Our performance assessment was a little unorthodox – after we had designed our schema for Cassandra we wrote a small C# driver using FluentCassandra and replayed a 100GB slice of our production data set (restored from backup on a new RavenDB XL4 EC2 machine with 16 cores, 64GB of RAM, and SSD storage) to the Cassandra cluster; this simulated four month’s worth of production data written to Cassandra in… a little under 24 hours.

We used DataStax OpsCenter to graph the CPU, Memory, I/O, and latency over all four of our writeable nodes over the entire migration. We set our write consistency to 1, which is what we use in production.

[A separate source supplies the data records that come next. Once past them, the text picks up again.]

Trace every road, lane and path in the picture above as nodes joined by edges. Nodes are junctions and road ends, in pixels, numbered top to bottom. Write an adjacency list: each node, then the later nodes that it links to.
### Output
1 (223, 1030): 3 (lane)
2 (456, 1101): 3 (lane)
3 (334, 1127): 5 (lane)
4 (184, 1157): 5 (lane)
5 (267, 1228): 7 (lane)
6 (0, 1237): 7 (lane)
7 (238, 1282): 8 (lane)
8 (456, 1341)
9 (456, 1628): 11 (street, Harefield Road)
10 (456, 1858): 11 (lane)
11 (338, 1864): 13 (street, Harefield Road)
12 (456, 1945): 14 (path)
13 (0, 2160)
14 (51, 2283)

Here are some interesting benchmarks – all of our Cassandra servers are EC2 Large Ubuntu 12.04 LTS machines:

  1. During peak load, our cluster completed 422 write requests per second – all of these operations were large batch mutations with hundreds rows / columns at once. We weren’t bottlenecked by Cassandra though – we were bottlenecked by our read speed pulling data out RavenDB.
  2. Cassandra achieved a max CPU utilization of 5%, with an average utilization of less than 1%.
  3. The amount of RAM consumed remained pretty much constant regardless of load, which tells me that our memory requirements never exceeded the pre-allocated buffer on any individual node (although we’ve spiked it since during large Hive jobs.)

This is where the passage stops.